Repeat the records in full and exactly, omitting pictures.
--------------------------------
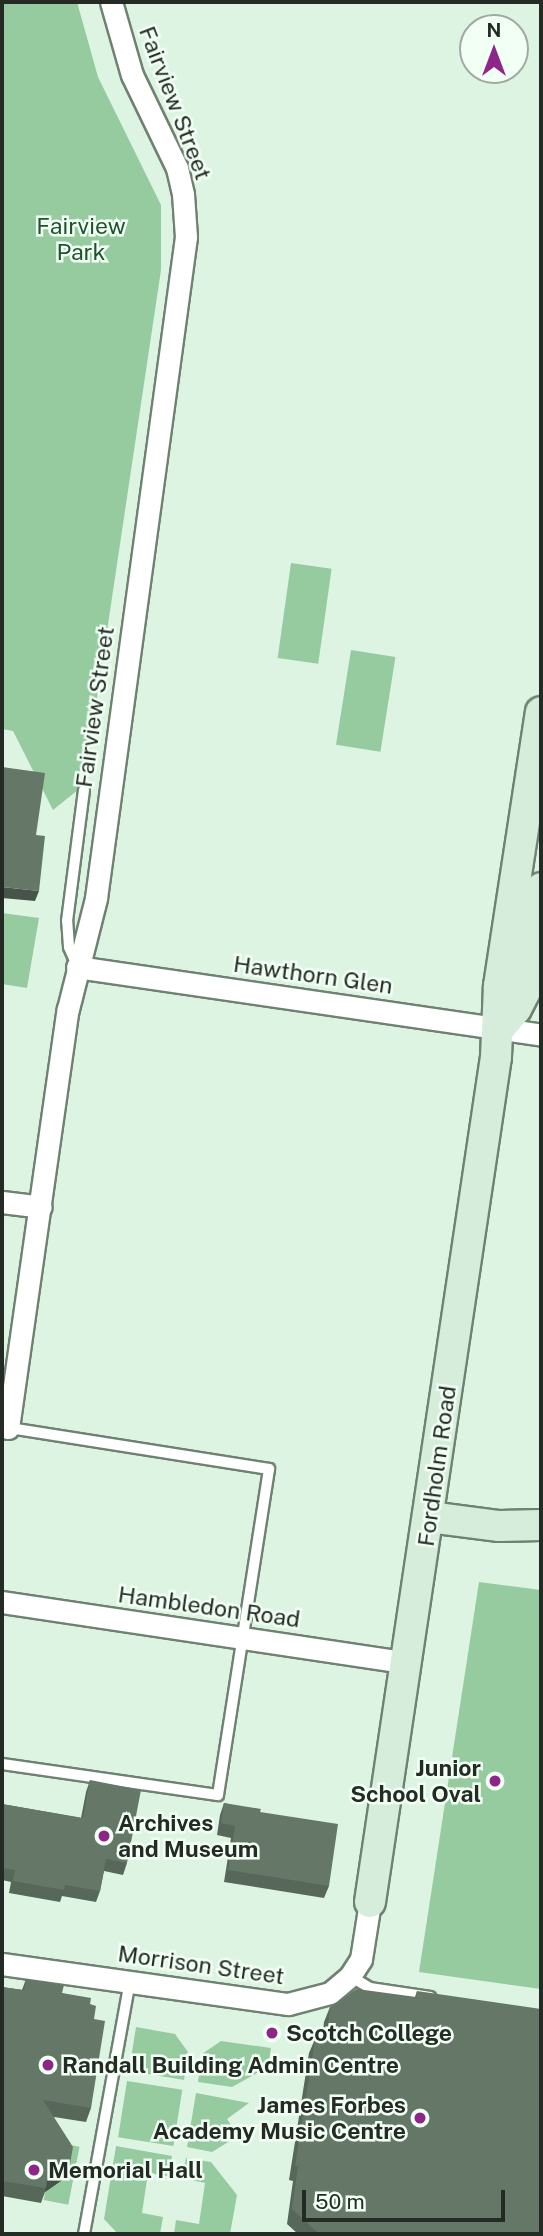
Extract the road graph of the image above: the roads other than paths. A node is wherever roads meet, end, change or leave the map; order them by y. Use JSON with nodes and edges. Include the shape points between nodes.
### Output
{"nodes":[{"id":1,"x":111,"y":2,"type":"edge"},
{"id":2,"x":541,"y":712,"type":"edge"},
{"id":3,"x":84,"y":790,"type":"dead end"},
{"id":4,"x":541,"y":888,"type":"edge"},
{"id":5,"x":77,"y":967,"type":"junction"},
{"id":6,"x":499,"y":1029,"type":"junction"},
{"id":7,"x":541,"y":1035,"type":"edge"},
{"id":8,"x":2,"y":1202,"type":"edge"},
{"id":9,"x":41,"y":1207,"type":"junction"},
{"id":10,"x":5,"y":1427,"type":"edge"},
{"id":11,"x":430,"y":1506,"type":"junction"},
{"id":12,"x":541,"y":1518,"type":"edge"},
{"id":13,"x":541,"y":1525,"type":"edge"},
{"id":14,"x":2,"y":1602,"type":"edge"},
{"id":15,"x":241,"y":1639,"type":"junction"},
{"id":16,"x":408,"y":1663,"type":"junction"},
{"id":17,"x":2,"y":1765,"type":"edge"},
{"id":18,"x":370,"y":1902,"type":"joint"},
{"id":19,"x":2,"y":1964,"type":"edge"},
{"id":20,"x":350,"y":1976,"type":"junction"},
{"id":21,"x":130,"y":1980,"type":"junction"},
{"id":22,"x":445,"y":1999,"type":"edge"},
{"id":23,"x":84,"y":2234,"type":"edge"}],
"edges":[{"from":1,"to":5,"type":"street","name":"Fairview Street","via":[[132,75],[177,168],[186,237],[96,898]]},
{"from":2,"to":6,"type":"street","name":"Fordholm Road","via":[[499,986]]},
{"from":3,"to":5,"type":"lane","via":[[67,920],[69,947]]},
{"from":4,"to":6,"type":"street","name":"Fordholm Road","via":[[524,991]]},
{"from":5,"to":6,"type":"street","name":"Hawthorn Glen"},
{"from":5,"to":9,"type":"street","name":"Fairview Street"},
{"from":6,"to":7,"type":"street","name":"Hawthorn Glen"},
{"from":6,"to":11,"type":"street","name":"Fordholm Road"},
{"from":8,"to":9,"type":"street"},
{"from":9,"to":10,"type":"street","name":"Fairview Street"},
{"from":10,"to":15,"type":"lane","via":[[269,1469]]},
{"from":11,"to":12,"type":"street"},
{"from":11,"to":13,"type":"street","via":[[499,1526]]},
{"from":11,"to":16,"type":"street","name":"Fordholm Road"},
{"from":14,"to":15,"type":"street","name":"Hambledon Road"},
{"from":15,"to":16,"type":"street","name":"Hambledon Road"},
{"from":15,"to":17,"type":"lane","via":[[218,1795]]},
{"from":16,"to":18,"type":"street","name":"Fordholm Road"},
{"from":18,"to":20,"type":"street","via":[[361,1959]]},
{"from":19,"to":21,"type":"street","name":"Morrison Street"},
{"from":20,"to":21,"type":"street","name":"Morrison Street","via":[[330,1993],[288,2004]]},
{"from":20,"to":22,"type":"lane","via":[[370,1988]]},
{"from":21,"to":23,"type":"lane"}]}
--------------------------------
WRITTEN RESPONSE:
Extract the road graph of the image above: the roads other than paths. A node is wherever roads meet, end, change or leave the map; order them by y. Use JSON with nodes and edges. Include the shape points between nodes.
### Output
{"nodes":[{"id":1,"x":111,"y":2,"type":"edge"},
{"id":2,"x":541,"y":712,"type":"edge"},
{"id":3,"x":84,"y":790,"type":"dead end"},
{"id":4,"x":541,"y":888,"type":"edge"},
{"id":5,"x":77,"y":967,"type":"junction"},
{"id":6,"x":499,"y":1029,"type":"junction"},
{"id":7,"x":541,"y":1035,"type":"edge"},
{"id":8,"x":2,"y":1202,"type":"edge"},
{"id":9,"x":41,"y":1207,"type":"junction"},
{"id":10,"x":5,"y":1427,"type":"edge"},
{"id":11,"x":430,"y":1506,"type":"junction"},
{"id":12,"x":541,"y":1518,"type":"edge"},
{"id":13,"x":541,"y":1525,"type":"edge"},
{"id":14,"x":2,"y":1602,"type":"edge"},
{"id":15,"x":241,"y":1639,"type":"junction"},
{"id":16,"x":408,"y":1663,"type":"junction"},
{"id":17,"x":2,"y":1765,"type":"edge"},
{"id":18,"x":370,"y":1902,"type":"joint"},
{"id":19,"x":2,"y":1964,"type":"edge"},
{"id":20,"x":350,"y":1976,"type":"junction"},
{"id":21,"x":130,"y":1980,"type":"junction"},
{"id":22,"x":445,"y":1999,"type":"edge"},
{"id":23,"x":84,"y":2234,"type":"edge"}],
"edges":[{"from":1,"to":5,"type":"street","name":"Fairview Street","via":[[132,75],[177,168],[186,237],[96,898]]},
{"from":2,"to":6,"type":"street","name":"Fordholm Road","via":[[499,986]]},
{"from":3,"to":5,"type":"lane","via":[[67,920],[69,947]]},
{"from":4,"to":6,"type":"street","name":"Fordholm Road","via":[[524,991]]},
{"from":5,"to":6,"type":"street","name":"Hawthorn Glen"},
{"from":5,"to":9,"type":"street","name":"Fairview Street"},
{"from":6,"to":7,"type":"street","name":"Hawthorn Glen"},
{"from":6,"to":11,"type":"street","name":"Fordholm Road"},
{"from":8,"to":9,"type":"street"},
{"from":9,"to":10,"type":"street","name":"Fairview Street"},
{"from":10,"to":15,"type":"lane","via":[[269,1469]]},
{"from":11,"to":12,"type":"street"},
{"from":11,"to":13,"type":"street","via":[[499,1526]]},
{"from":11,"to":16,"type":"street","name":"Fordholm Road"},
{"from":14,"to":15,"type":"street","name":"Hambledon Road"},
{"from":15,"to":16,"type":"street","name":"Hambledon Road"},
{"from":15,"to":17,"type":"lane","via":[[218,1795]]},
{"from":16,"to":18,"type":"street","name":"Fordholm Road"},
{"from":18,"to":20,"type":"street","via":[[361,1959]]},
{"from":19,"to":21,"type":"street","name":"Morrison Street"},
{"from":20,"to":21,"type":"street","name":"Morrison Street","via":[[330,1993],[288,2004]]},
{"from":20,"to":22,"type":"lane","via":[[370,1988]]},
{"from":21,"to":23,"type":"lane"}]}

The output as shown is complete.